In the last line “And if that happens, it may lead to what lawmakers say they want to have about the deficit - an adult conversation.” Liasson makes it clear which “adult” lawmakers she is reporting on.

Anonymous said...

'NPR departed from normal journalistic standards this morning when it gave a reporter the opportunity to present her opinions on dealing with deficit as facts to its listerners."

What else is new?

NPR hosts and reporters "depart from normal journalistic standards and present their opinions as facts" on a regular basis.

I doubt they even know what normal standards are.

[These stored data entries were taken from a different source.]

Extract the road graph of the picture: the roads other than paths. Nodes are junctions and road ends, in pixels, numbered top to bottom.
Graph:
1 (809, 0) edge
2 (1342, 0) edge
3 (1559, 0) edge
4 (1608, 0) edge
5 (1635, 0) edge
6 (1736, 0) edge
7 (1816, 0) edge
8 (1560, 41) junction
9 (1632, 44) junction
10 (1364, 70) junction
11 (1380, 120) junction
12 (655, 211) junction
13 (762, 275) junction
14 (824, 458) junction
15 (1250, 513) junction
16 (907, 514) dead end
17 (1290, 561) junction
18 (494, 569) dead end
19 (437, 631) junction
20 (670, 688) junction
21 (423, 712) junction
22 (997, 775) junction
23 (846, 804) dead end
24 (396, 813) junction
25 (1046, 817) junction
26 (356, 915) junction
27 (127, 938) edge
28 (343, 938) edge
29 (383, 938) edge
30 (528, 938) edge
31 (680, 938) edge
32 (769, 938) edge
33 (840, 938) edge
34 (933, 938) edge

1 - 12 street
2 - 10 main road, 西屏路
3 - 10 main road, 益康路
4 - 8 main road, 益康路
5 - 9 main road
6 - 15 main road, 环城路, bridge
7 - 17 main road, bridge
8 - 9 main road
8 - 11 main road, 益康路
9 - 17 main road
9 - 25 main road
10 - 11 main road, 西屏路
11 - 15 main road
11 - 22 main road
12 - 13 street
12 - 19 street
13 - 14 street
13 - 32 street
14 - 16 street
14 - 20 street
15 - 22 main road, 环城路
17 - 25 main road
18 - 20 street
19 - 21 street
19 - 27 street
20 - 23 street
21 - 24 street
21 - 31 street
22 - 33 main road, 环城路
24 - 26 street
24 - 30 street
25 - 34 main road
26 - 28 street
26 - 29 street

Very rarely, they get sanctioned (even fired!) for expressing their opinions, but then only when they say something that violates Viv Schiller's sensibilities.

But the idea of Mara Liarsson as "economics expert" (or any kind of expert for that matter) is indeed very funny.

Porter Melmoth said...

Next logical step, because she's 'speaking her mind', Liarsson gets axed by Viv, which is OK with Liarsson because Juan brokered a cushy bed for her back at Fox, her true home anyway.

Coming up this season on Fox: 'Juan 'n Mara', a hard hitting of the hardballs, every weekday at 3:30 AM, only on Fox! Personally produced by R. Murdoch.

'In the great tradition of Hannity & Colmes'.

gDog said...

Informed,
"...an adult conversation.” Really?! That's hilarious - I guess that was before she'd watched Jon Stewart's spoof, "adult spin", on the "adult conversation;" The kind where the adult says, "NO! Because I said so!" I mean, "adult conversation" was completely unmasked as an idiot talking point that all the Republicans have read the script on...including Mara.

JayV said...

Richard Adams (blog) in The Guardian:

Fox News chief Roger Ailes apologises after describing NPR as 'Nazis'

Roger Ailes, the head of Fox News, blasts NPR as 'Nazis' and calls Jon Stewart's act 'horseshit' in a bile-filled interview

informedveteran said...

JayV

You beat me to it! I was just going to post that. It was just on Countdown.

So here in this reality, NPR reporters repeat GOP talking points, while in another reality, NPR is the left wing of the NAZI party.

I give up.

informedveteran said...

Jeez - reading the comments on that Guardian-Ailes-NPR-Nazi story I remember that third reality - even the most liberal democrat here in the US would be considered right leaning in Britain. Very witty (and mostly polite-ish)comments too.

Anonymous said...

Somehow I have managed never to have stumbled upon this blog before now. Thank god this resource exists!

I had had my fill of this Steve Inskeep character a long time ago.

But this morning's "Terror verdict casts doubt on White House strategy" story was particularly repellent. Even my wife, who shares my politics but thinks I get too worked up about these things, was astounded by how irresponsible, stupid and unnerving it was.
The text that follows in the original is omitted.